Operationalisierung
Statistik
Definition
Als Operationalisierung oder Messbarmachung bezeichnet man in den empirischen Wissenschaften eine Anleitung wie man ein theoretisches Konstrukt mithilfe sogenannter Indikatoren eindeutig beobachten oder messen kann. Dazu hier zwei Beispiele.
1850 bis 1900: Psychophysik
Im 19ten Jahrhundert bildete sich als eigene wissenschaftliche Disziplin die Psychophysik heraus. Sie versuchte psychologisch wichtige Phänomene mit physikalisch messbaren Eigenschaften menschlicher Körper zu verbinden. Wichtige Vertreter waren Hermann von Helmholtz und Gustav Fechner. Siehe auch => Psychophysik
2000er Jahre: Glück als Lebensziel?
Woran misst man den Erfolg eines Landes? Soll man seine Wirtschaftskraft (USA im 20ten Jahrhundert) nehmen, seine Beständigkeit über die Zeit (Vatikan, China) oder vielleicht die Zufriedenheit seiner Bewohner? Während im 20ten Jahrhundert weitgehend unangefochten die Formel galt, dass eine gesunde Wirtschaft Ausdruck (BIP) erfolgreicher menschlicher Wunscherfüllung ist, werden seit den 2000er Jahren verstärkt Methoden entwickelt, die Zufriedenheit oder das Lebensglück von Menschen in einem Staat zu messen. Doch woran soll man festmachen? Soll man Menschen einen Fragebogen zur Selbstauskunft geben? Lässt die Selbstmordrate oder die Anzahl psychischer Behandlungsfälle Rückschlüsse zu? Eignen sich Lebensalter, Kinderzahl oder der Drogen- und Alkohlkonsum als Indiktoren? Um Glück oder Zufriedenheit statistisch-empirisch greifbar zu machen, muss man eine genaue Messmethode definieren, ein Wort wie Glück als operationalisieren. Siehe als Beispiel den => World Happiness Report
1946: Lesebedürfnis
Der englische Autor George Orwell sah sich Anfang 1946 mit der These konfrontiert, Menschen würden keine Bücher kaufen, weil sie zu teuer sind. Der Aussage zugrunde liegt, dass die Menschen seiner Zeit (direkt nach dem zweiten Weltkrieg) möglicherweise durchaus ein Bedürnis nach Literatur haben, haben sie sich nicht leisten können.
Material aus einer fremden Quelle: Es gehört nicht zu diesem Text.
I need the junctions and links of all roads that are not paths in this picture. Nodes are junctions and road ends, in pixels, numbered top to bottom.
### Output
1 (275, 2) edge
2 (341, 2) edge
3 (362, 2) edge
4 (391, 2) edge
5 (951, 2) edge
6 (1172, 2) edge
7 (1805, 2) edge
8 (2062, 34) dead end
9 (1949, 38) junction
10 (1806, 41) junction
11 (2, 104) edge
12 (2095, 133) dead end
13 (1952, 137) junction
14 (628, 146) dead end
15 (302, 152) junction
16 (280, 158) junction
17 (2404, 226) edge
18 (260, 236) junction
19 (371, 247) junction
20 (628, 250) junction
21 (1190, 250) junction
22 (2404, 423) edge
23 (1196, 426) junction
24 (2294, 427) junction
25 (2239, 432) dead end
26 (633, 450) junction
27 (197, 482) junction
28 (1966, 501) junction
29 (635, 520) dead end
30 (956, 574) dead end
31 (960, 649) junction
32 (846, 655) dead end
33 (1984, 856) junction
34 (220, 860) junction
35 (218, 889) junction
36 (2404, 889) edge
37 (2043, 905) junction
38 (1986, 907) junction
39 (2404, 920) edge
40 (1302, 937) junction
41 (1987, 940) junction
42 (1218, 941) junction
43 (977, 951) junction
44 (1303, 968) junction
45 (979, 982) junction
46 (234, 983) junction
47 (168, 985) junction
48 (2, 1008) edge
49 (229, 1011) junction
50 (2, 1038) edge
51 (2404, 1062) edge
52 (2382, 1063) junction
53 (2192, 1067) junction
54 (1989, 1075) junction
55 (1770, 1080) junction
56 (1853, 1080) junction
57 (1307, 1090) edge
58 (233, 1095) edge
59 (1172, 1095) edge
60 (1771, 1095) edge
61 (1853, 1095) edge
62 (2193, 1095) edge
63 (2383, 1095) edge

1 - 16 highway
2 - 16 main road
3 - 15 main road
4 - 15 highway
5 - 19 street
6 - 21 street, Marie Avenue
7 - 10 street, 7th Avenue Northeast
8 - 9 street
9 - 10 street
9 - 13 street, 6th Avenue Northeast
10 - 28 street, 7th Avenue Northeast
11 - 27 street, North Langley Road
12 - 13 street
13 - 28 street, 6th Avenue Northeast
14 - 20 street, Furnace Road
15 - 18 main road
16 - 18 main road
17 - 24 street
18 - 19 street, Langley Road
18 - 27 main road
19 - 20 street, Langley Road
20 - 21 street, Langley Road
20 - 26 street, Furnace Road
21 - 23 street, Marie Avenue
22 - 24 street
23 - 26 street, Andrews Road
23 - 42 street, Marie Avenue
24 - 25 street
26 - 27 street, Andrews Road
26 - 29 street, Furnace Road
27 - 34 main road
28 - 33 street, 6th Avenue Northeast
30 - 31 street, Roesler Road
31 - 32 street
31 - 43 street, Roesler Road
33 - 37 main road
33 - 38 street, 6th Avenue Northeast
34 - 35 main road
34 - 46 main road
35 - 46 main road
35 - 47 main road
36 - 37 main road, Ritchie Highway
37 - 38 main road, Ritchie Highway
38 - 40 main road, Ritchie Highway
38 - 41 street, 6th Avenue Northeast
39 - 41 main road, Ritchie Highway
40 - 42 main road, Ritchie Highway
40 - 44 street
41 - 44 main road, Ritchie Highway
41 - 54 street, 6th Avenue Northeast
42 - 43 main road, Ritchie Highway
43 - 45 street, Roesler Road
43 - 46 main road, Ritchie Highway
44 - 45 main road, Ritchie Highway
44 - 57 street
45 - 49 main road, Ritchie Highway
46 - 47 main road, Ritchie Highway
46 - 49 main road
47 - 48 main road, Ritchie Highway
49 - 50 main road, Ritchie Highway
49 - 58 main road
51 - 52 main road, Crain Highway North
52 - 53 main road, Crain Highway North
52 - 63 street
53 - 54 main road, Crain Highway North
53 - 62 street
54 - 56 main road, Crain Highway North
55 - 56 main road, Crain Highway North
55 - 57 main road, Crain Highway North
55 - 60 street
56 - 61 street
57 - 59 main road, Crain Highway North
Sein Gedanke war es dann, diese These messbar zu machen. Er überschlägt zunächst für sich, dass er im Durchschnitt etwa 25 englisch Pfund Geld pro Jahr für Lesen bezahlt, verglichen mit rund 40 Pfund für Zigaretten. Aus statistischen Veröffentlichungen zitiert er dann, dass durchschnittliche englische Männer im Jahr rund 40 Pfund für Alkohol und Zigaretten ausgeben. Aus der Zahl der jährlich herausgegebenen Bücher - einschließlich Schulbücher - und der geschätzten Auflage kommt er zu dem Schluss, dass der durchschnittliche englische Bürger 3 Bücher pro Jahr. Er schließt, dass es in England kein ausgeprägten Lesebürfnis gibt und der Preis von Büchern dafür nicht der Grund sein kann. So mit beobachtbaren oder messbaren Zahlen zu argumentieren nennt man empirisch arbeiten. Und eine Anleitung mit der man ein Wort wie Lesebedürfnis messbar machen kann ist eine Operationalisierung. Siehe auch => Glück
Quellen
- [1] George Orwell: Books v. Cigarettes (Tribune, February 8th, 1946). In: George Orwell. Essays. Everyman Library. 242. Herausgegeben von Alfred A. Knopf. 2002. ISBN: 978-1-85715-242-5. Seite 1021 bis 1025.